▶ Data supplied
┄┄┄┄┄┄┄┄┄┄
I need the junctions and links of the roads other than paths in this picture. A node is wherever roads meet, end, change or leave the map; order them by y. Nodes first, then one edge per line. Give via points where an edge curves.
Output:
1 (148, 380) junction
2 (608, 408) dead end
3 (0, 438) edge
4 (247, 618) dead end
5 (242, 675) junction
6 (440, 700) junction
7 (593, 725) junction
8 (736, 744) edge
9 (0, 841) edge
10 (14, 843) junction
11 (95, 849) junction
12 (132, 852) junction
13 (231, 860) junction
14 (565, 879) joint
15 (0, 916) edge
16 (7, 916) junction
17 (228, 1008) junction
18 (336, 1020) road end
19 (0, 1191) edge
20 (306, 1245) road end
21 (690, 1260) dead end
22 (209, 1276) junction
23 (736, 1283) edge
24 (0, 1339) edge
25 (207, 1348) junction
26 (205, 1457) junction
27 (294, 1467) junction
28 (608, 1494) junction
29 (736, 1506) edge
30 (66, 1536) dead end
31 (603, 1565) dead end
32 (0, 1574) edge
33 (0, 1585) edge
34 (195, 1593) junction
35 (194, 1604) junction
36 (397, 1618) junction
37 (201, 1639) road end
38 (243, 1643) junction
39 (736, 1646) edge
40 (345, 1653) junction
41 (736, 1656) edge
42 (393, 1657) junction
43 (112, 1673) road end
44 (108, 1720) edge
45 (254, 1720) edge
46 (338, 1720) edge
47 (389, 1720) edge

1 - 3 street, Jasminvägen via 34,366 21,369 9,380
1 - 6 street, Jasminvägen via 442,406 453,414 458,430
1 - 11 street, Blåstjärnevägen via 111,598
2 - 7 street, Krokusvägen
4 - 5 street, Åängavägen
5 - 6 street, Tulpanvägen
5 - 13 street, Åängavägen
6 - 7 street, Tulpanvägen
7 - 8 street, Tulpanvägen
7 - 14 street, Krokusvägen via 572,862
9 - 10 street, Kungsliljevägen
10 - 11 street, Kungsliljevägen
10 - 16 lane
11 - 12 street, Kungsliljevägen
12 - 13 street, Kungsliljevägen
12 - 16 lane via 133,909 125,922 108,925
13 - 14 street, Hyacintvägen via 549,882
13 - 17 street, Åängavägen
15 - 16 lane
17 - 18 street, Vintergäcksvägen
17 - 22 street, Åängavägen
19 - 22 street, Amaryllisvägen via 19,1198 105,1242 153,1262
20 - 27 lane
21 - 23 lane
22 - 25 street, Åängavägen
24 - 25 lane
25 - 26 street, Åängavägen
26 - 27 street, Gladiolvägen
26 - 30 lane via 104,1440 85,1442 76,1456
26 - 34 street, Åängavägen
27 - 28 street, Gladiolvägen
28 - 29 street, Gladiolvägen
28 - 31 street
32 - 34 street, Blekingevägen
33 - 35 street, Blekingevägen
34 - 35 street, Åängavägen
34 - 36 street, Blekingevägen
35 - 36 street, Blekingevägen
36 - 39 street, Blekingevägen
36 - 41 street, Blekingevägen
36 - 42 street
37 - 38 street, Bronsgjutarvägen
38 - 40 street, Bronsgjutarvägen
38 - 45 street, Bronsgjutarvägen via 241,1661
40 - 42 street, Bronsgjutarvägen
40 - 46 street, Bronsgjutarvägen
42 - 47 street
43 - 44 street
┄┄┄┄┄┄┄┄┄┄
▶ Task description
Filter the entries and keep only the lines holding "Tulpanvägen".

▶ Response
5 - 6 street, Tulpanvägen
6 - 7 street, Tulpanvägen
7 - 8 street, Tulpanvägen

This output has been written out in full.